What Pinball Tells Us About Gadgets, Groins, and the Galaxy




Anthony Collamati
Alma College

It is easy to write off pinball given its present state, confined to run-down parlors or the private playrooms of collectors. In fact, until recently, Stern Pinball was the only remaining manufacturer of tables. In 2012 they produced just two games—remarkable machines, like state-of-the-art retro robots, replete with gadgets and gears, illuminated playfields and illuminated backglass, diverter gates, pop bumpers, molded figurines, and ball shoots. Manufactures like Jersey Jack Pinball have since expanded the market, but this should not be taken as a sign of pinball’s renaissance. The new tables are being produced for collectors and hobbyists, meant to be treasured as heirlooms, with price tags that restrict their limited editions to older, wealthier players.

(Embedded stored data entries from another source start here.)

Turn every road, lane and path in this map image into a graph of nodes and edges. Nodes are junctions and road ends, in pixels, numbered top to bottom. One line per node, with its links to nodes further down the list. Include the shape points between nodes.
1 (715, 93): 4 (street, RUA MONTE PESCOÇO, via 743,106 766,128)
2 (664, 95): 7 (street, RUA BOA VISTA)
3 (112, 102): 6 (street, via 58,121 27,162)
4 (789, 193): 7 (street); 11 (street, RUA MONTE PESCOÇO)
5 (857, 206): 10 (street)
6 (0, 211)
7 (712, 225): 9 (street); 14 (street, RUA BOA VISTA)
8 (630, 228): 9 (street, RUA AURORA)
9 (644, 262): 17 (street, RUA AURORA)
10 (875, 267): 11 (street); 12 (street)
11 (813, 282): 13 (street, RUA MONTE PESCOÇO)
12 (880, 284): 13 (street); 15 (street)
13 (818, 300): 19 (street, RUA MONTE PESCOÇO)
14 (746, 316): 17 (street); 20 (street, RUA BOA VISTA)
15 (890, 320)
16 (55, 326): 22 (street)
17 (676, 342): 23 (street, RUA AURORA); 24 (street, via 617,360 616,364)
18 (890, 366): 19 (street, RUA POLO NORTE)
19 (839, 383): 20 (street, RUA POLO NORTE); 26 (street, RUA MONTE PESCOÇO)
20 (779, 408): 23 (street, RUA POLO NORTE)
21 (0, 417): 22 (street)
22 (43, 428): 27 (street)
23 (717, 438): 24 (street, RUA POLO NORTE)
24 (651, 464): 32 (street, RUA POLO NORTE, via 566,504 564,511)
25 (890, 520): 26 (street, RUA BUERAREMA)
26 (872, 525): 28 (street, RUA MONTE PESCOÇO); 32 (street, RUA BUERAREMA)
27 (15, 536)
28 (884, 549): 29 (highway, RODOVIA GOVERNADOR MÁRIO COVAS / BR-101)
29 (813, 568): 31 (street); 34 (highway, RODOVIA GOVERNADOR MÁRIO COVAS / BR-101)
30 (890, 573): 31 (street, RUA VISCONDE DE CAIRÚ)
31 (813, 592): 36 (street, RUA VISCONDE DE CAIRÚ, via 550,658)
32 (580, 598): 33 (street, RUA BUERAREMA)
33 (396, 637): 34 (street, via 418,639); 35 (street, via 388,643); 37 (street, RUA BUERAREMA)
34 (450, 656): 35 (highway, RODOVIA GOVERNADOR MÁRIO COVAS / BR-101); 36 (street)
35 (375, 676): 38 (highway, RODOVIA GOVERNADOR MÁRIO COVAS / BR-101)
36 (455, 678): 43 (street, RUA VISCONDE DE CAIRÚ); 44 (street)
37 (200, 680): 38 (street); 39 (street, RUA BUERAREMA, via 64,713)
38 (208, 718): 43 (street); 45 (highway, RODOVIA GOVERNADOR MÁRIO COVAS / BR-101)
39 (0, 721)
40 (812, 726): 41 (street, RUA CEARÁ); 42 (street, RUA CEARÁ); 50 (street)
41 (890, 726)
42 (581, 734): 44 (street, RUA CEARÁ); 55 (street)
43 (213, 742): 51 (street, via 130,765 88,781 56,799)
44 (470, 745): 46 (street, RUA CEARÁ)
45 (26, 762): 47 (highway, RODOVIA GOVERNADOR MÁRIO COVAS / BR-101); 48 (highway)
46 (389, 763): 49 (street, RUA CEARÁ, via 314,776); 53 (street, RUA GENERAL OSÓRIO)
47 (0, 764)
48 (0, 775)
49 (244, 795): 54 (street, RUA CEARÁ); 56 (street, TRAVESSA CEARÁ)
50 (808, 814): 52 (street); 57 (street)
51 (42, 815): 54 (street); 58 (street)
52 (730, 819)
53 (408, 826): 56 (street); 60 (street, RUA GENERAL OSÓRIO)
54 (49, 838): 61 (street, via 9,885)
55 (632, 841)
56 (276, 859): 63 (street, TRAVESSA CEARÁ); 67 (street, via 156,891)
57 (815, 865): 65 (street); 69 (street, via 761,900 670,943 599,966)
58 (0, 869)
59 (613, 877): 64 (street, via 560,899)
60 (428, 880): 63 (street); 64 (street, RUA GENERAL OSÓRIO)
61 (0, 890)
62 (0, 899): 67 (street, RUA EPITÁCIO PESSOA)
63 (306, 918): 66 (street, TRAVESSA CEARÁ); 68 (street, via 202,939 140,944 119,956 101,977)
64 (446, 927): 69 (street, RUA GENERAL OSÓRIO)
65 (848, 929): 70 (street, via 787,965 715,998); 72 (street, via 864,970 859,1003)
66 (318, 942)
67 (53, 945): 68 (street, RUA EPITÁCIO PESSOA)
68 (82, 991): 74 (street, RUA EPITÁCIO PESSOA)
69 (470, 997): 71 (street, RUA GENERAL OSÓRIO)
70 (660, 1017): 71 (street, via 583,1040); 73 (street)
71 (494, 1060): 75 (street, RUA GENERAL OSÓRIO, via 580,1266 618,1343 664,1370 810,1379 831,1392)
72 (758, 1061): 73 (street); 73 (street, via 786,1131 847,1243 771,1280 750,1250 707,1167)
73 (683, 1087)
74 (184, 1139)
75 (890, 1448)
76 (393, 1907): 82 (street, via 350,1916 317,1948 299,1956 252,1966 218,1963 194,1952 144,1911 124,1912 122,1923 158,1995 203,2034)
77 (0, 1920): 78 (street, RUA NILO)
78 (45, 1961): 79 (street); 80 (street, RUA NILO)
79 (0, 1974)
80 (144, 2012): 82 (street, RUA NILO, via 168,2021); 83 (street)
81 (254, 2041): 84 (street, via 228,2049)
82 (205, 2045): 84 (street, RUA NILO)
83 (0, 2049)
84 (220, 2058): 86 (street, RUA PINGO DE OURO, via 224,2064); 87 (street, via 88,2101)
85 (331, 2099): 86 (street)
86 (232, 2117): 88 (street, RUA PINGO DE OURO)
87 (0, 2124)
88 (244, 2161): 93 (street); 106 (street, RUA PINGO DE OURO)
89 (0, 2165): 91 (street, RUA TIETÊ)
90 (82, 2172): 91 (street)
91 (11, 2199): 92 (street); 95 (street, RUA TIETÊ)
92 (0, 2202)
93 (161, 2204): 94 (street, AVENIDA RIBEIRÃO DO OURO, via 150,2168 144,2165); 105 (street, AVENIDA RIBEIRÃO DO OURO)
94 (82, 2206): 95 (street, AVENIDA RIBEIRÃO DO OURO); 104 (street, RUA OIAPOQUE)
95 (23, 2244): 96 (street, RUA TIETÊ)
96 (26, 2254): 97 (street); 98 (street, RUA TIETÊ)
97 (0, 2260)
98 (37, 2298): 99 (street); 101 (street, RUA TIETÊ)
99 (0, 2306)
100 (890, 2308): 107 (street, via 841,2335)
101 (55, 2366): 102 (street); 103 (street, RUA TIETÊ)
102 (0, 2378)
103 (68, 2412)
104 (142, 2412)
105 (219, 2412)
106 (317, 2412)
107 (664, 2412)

While pinball may seem irrelevant in the age of smartphones and app stores, I argue that it still has much to tell us about our situation with technology. For one, pinball bridges two eras of interactive gaming, one mechanical, the other electronic. Erkki Huhtamo calls it a “proto-interactive” machine, serving as a pivotal switch from the stand-back-and-let-play animatronics—which once could be found at carnivals or in shop windows at Christmastime—to devices with rudimentary user interfaces. As this interactivity developed, pinball shifted the locus of play from public fields and social tables towards increasingly individual platforms.

Pinball’s status as the proto-interactive machine also makes it a revealing space to question our relationship to technology. At its helm, players’ presumptions and dispositions become all the more obvious. This is part of the gag that opens the 1986 Italian film Troppo Forte. In it, an aspiring stuntman named Oscar pushes aside a nerdy gamer who is playing a version of Time Warp without much success or passion. It’s not in the wrist, Oscar tells him, but in the groin. Oscar proceeds to hump Time Warp to a new high score. As he is spilling himself across the machine, an image of Leonardo da Vinci’s Vitruvian Man—the Renaissance ideal of a perfectly proportioned human—gazes down at him from the illuminated backglass. This absurd commingling of human and machine proposes a revision to da Vinci’s ratios.

Pinball challenges us—as Oscar so bawdily illustrates—to reconsider what we often take for rote, automated entertainment. It suggests that machines have the potential to draw from us a more guttural and perhaps essential mode of expression.

This idea runs counter to many well-established theorists of technology—ranging from philosophers like Martin Heidegger and Paul Virilio to popular critics like Nicholas Carr and Jaron Lanier—all of whom share the concern that modern technology flattens individual differences and reduces beings to sharable data. Sherry Turkle, in particular, speculates that our machines are eroding our capacities to navigate more complex emotions, preventing us from being authentically human.

Pinball suggests otherwise, or at least hints at technology’s potential to deepen our expressive capacities. In Umberto Eco’s novel, Foucault’s Pendulum, the character of Lorenza Pellegrini is described, like Oscar, as playing pinball from the groin—albeit with somewhat different effects. Lorenza’s dance with the table bears witness to her own individuality and spirit, brimming with surprise and beauty. It transforms the rigid machine into a vibrant interstitial space, where chance intermixes with a fixed design and new life is born. For onlookers, this spectacle is nothing less than a window onto the wonders of the universe.

This brand of pinballing from the groin constructs a cyborg body, much like the one Donna Haraway describes in her seminal work. As a cyborg body, it celebrates mechanical skill and technical expertise. Born of conflict and competition, it seeks to cross boundaries and confuse distinctions. Rather than reducing us, it awakens a more visceral sense of our own humanity, accessible only in a hybrid zone where flesh and machine collide.

What might Lorenza’s and Oscar’s pinball approach offer a digital culture, in which people hourly touch, tap, and swipe their electronic devices? As a form of conjecture, I have filmed a series of vignettes. Each one presents a brief look at a modern struggle with machine technology. In these snapshots, presumed patterns break down, machines do not operate as they should, and we, their users, bare ourselves. We scream, we jostle, we wriggle into new positions, only to find—in the machines that have provoked us—connections much more mysterious than we expected.

Works Cited

Eco, Umberto. 1989.Foucault's Pendulum. San Diego: Harcourt Press.

Haraway, Donna. 1991. Simians, Cyborgs, and Women: The Reinvention of Nature. New York: Routledge..

Huhtamo, Erkki. 2005. “Slots of Fun, Slots of Trouble: An Archaeology of Arcade Gaming.” In Handbook of Computer Games Studies, edited by Joost Raessens and Jeffrey Goldstein, 3-22. Cambridge: MIT Press.

Turkle, Sherry. 2011. Alone Together: Why We Expect More from Technology and Less from Each Other. New York: Basic Books.